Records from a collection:
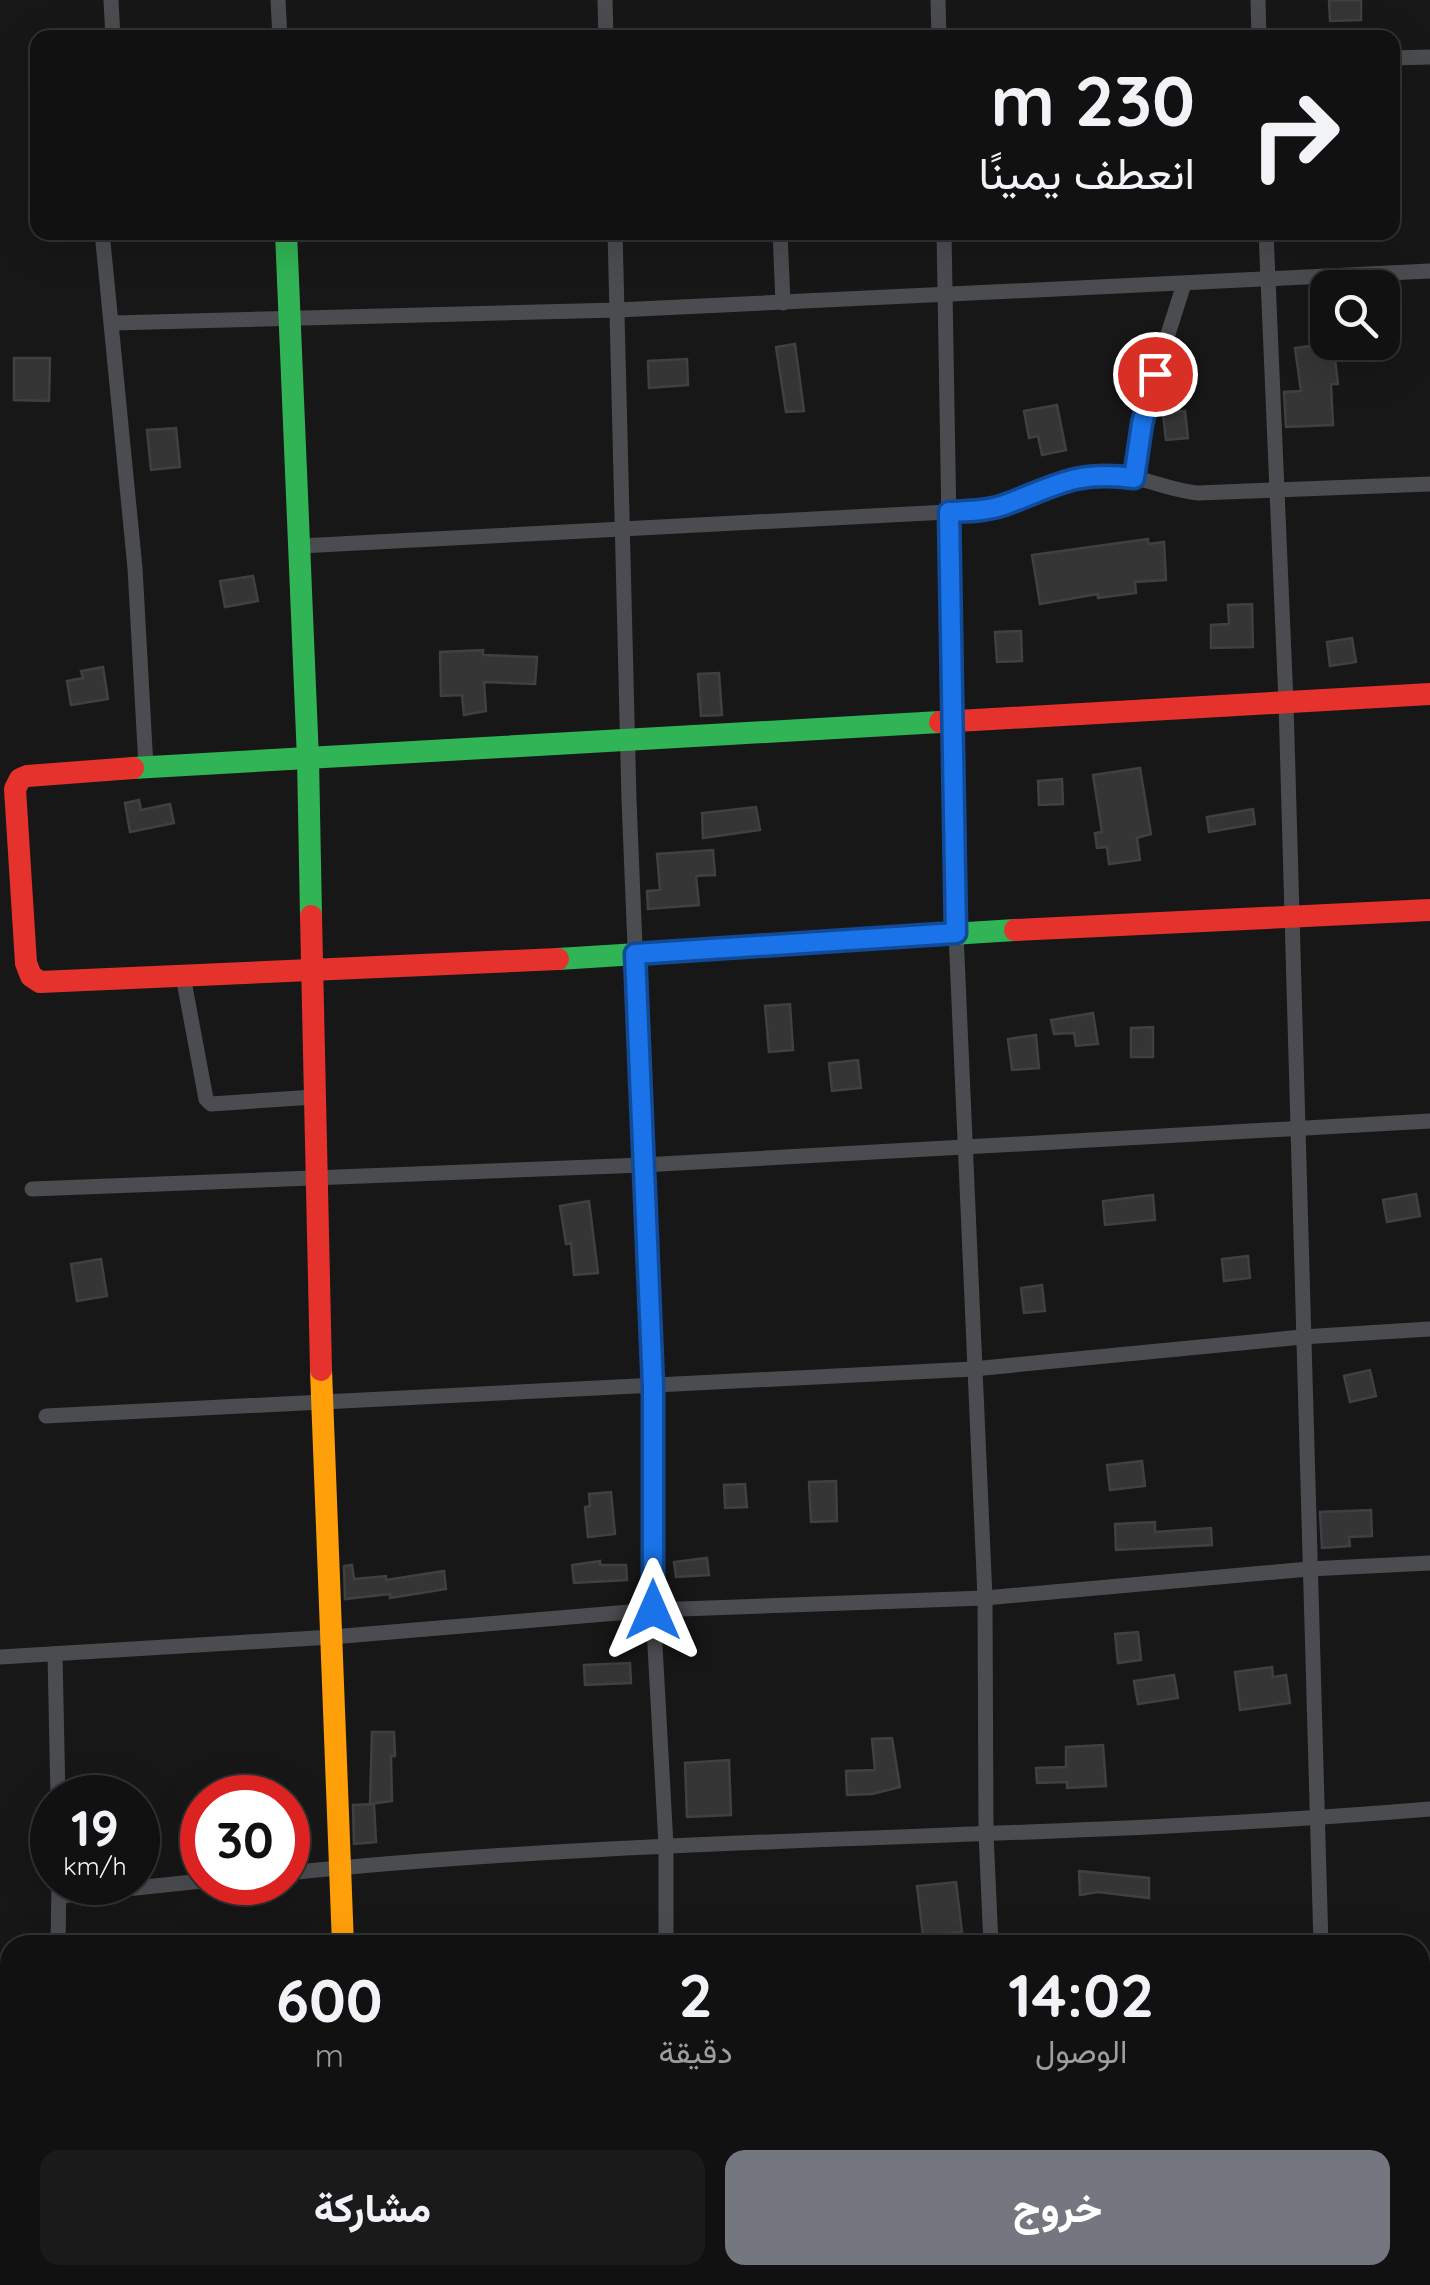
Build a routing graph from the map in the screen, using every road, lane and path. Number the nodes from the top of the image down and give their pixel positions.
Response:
1 (112, 0) edge
2 (278, 0) edge
3 (605, 0) edge
4 (938, 0) edge
5 (1258, 0) edge
6 (112, 30) edge
7 (280, 30) edge
8 (606, 30) edge
9 (939, 30) edge
10 (1259, 30) edge
11 (1430, 57) edge
12 (1400, 58) edge
13 (103, 240) edge
14 (286, 240) edge
15 (615, 240) edge
16 (780, 240) edge
17 (944, 240) edge
18 (1266, 240) edge
19 (1430, 270) edge
20 (1268, 279) junction
21 (1184, 284) junction
22 (946, 296) junction
23 (783, 302) junction
24 (618, 310) junction
25 (288, 320) junction
26 (113, 323) junction
27 (1134, 478) junction
28 (1430, 484) edge
29 (1278, 491) junction
30 (949, 512) junction
31 (624, 530) junction
32 (300, 546) junction
33 (1430, 694) edge
34 (1286, 702) junction
35 (952, 720) junction
36 (630, 740) junction
37 (308, 759) junction
38 (146, 766) junction
39 (1430, 910) edge
40 (1293, 918) junction
41 (956, 933) junction
42 (635, 954) junction
43 (311, 970) junction
44 (183, 976) junction
45 (314, 1097) junction
46 (1430, 1121) edge
47 (1300, 1129) junction
48 (966, 1148) junction
49 (643, 1165) junction
50 (316, 1180) junction
51 (32, 1189) dead end
52 (1430, 1329) edge
53 (1302, 1337) junction
54 (973, 1368) junction
55 (653, 1387) junction
56 (322, 1404) junction
57 (46, 1416) dead end
58 (1430, 1563) edge
59 (1309, 1569) junction
60 (985, 1598) junction
61 (653, 1610) junction
62 (332, 1637) junction
63 (55, 1654) junction
64 (0, 1657) edge
65 (58, 1775) edge
66 (1430, 1810) edge
67 (1317, 1819) junction
68 (986, 1832) junction
69 (666, 1845) junction
70 (342, 1867) junction
71 (310, 1871) edge
72 (59, 1905) edge
73 (58, 1935) edge
74 (342, 1935) edge
75 (666, 1935) edge
76 (991, 1935) edge
77 (1321, 1935) edge

1 - 6 street
2 - 7 street
3 - 8 street
4 - 9 street
5 - 10 street
11 - 12 street
13 - 26 street
14 - 25 street
15 - 24 street
16 - 23 street
17 - 22 street
18 - 20 street
19 - 20 street
20 - 21 street
20 - 29 street
21 - 22 street
21 - 27 street
22 - 23 street
22 - 30 street
23 - 24 street
24 - 25 street
24 - 31 street
25 - 26 street
25 - 32 street
26 - 38 street
27 - 29 street
27 - 30 street
28 - 29 street
29 - 34 street
30 - 31 street
30 - 35 street
31 - 32 street
31 - 36 street
32 - 37 street
33 - 34 street
34 - 35 street
34 - 40 street
35 - 36 street
35 - 41 street
36 - 37 street
36 - 42 street
37 - 38 street
37 - 43 street
38 - 44 street
39 - 40 street
40 - 41 street
40 - 47 street
41 - 42 street
41 - 48 street
42 - 43 street
42 - 49 street
43 - 44 street
43 - 45 street
44 - 45 street
45 - 50 street
46 - 47 street
47 - 48 street
47 - 53 street
48 - 49 street
48 - 54 street
49 - 50 street
49 - 55 street
50 - 51 street
50 - 56 street
52 - 53 street
53 - 54 street
53 - 59 street
54 - 55 street
54 - 60 street
55 - 56 street
55 - 61 street
56 - 57 street
56 - 62 street
58 - 59 street
59 - 60 street
59 - 67 street
60 - 61 street
60 - 68 street
61 - 62 street
61 - 69 street
62 - 63 street
62 - 70 street
63 - 64 street
63 - 65 street
66 - 67 street
67 - 68 street
67 - 77 street
68 - 69 street
68 - 76 street
69 - 70 street
69 - 75 street
70 - 71 street
70 - 74 street
72 - 73 street

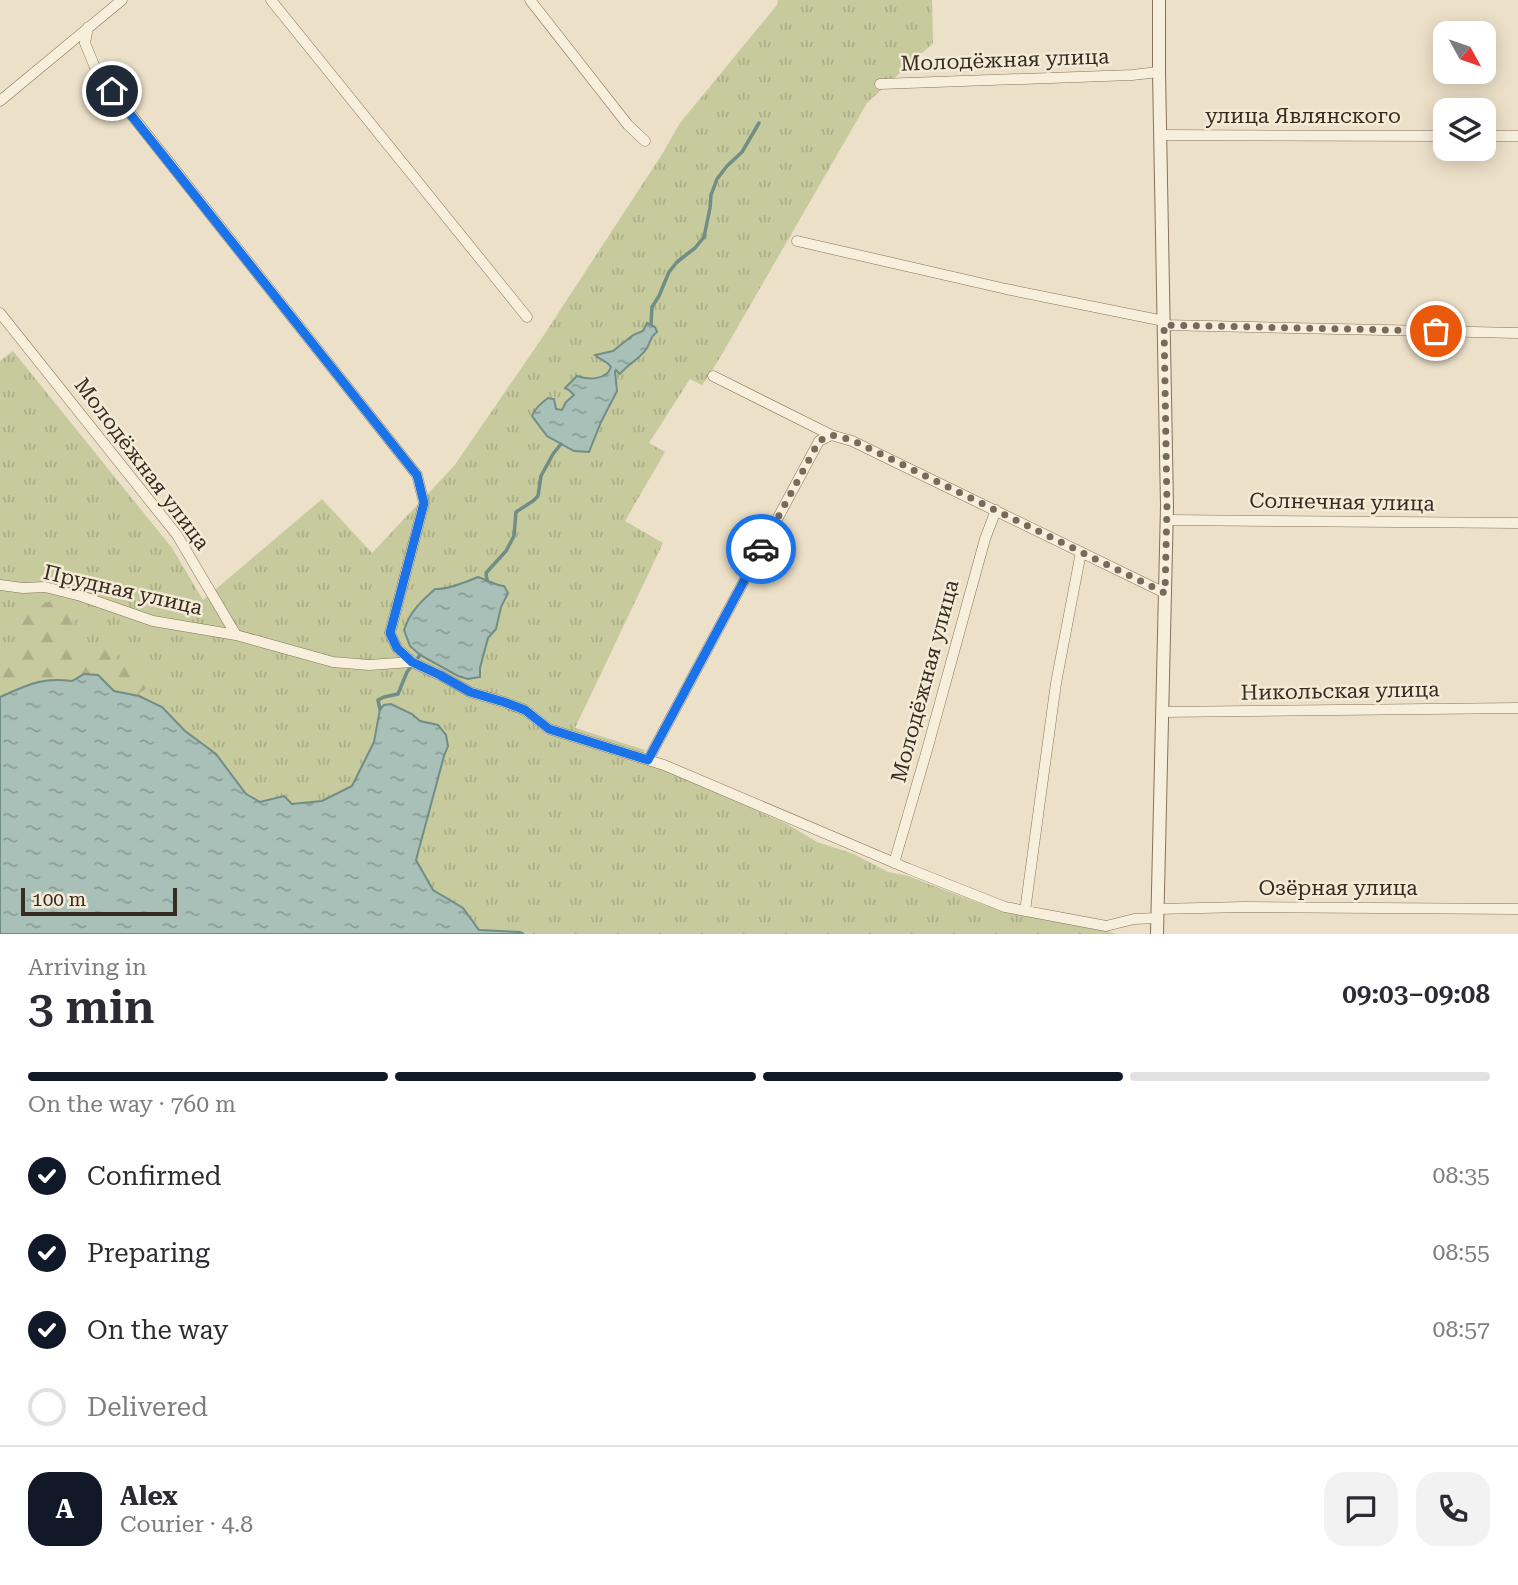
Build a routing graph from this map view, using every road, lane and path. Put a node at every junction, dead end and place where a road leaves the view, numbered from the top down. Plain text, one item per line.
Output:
1 (122, 0) edge
2 (271, 0) edge
3 (530, 0) edge
4 (1159, 0) edge
5 (88, 27) junction
6 (1159, 72) junction
7 (880, 84) dead end
8 (0, 101) edge
9 (1160, 135) junction
10 (1433, 136) edge
11 (1496, 136) edge
12 (1518, 136) edge
13 (645, 141) dead end
14 (797, 241) dead end
15 (0, 313) edge
16 (527, 317) dead end
17 (1164, 323) junction
18 (1518, 333) edge
19 (713, 376) dead end
20 (831, 435) junction
21 (996, 510) junction
22 (1167, 520) junction
23 (1518, 523) edge
24 (1081, 552) junction
25 (0, 585) edge
26 (1165, 593) junction
27 (236, 635) junction
28 (412, 662) junction
29 (1518, 708) edge
30 (1162, 712) junction
31 (648, 760) junction
32 (894, 863) junction
33 (1518, 909) edge
34 (1025, 911) junction
35 (1157, 913) junction
36 (1157, 934) edge

1 - 5 street
2 - 16 street
3 - 13 street
4 - 6 street
5 - 8 street
5 - 28 street
6 - 7 street, Молодёжная улица
6 - 9 street
9 - 10 street, улица Являнского
9 - 17 street
11 - 12 street
14 - 17 street
15 - 27 street, Молодёжная улица
17 - 18 street
17 - 22 street
19 - 20 street
20 - 21 street
20 - 31 street
21 - 24 street
21 - 32 street, Молодёжная улица
22 - 23 street, Солнечная улица
22 - 26 street
24 - 26 street
24 - 34 street
25 - 27 street, Прудная улица
26 - 30 street
27 - 28 street
28 - 31 street
29 - 30 street, Никольская улица
30 - 35 street
31 - 32 street
32 - 34 street
33 - 35 street, Озёрная улица
34 - 35 street, Озёрная улица
35 - 36 street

== Your assignment ==
If a line in the records contains the word "every", copy it out.

== Solution ==
Build a routing graph from the map in the screen, using every road, lane and path. Number the nodes from the top of the image down and give their pixel positions.
Build a routing graph from this map view, using every road, lane and path. Put a node at every junction, dead end and place where a road leaves the view, numbered from the top down. Plain text, one item per line.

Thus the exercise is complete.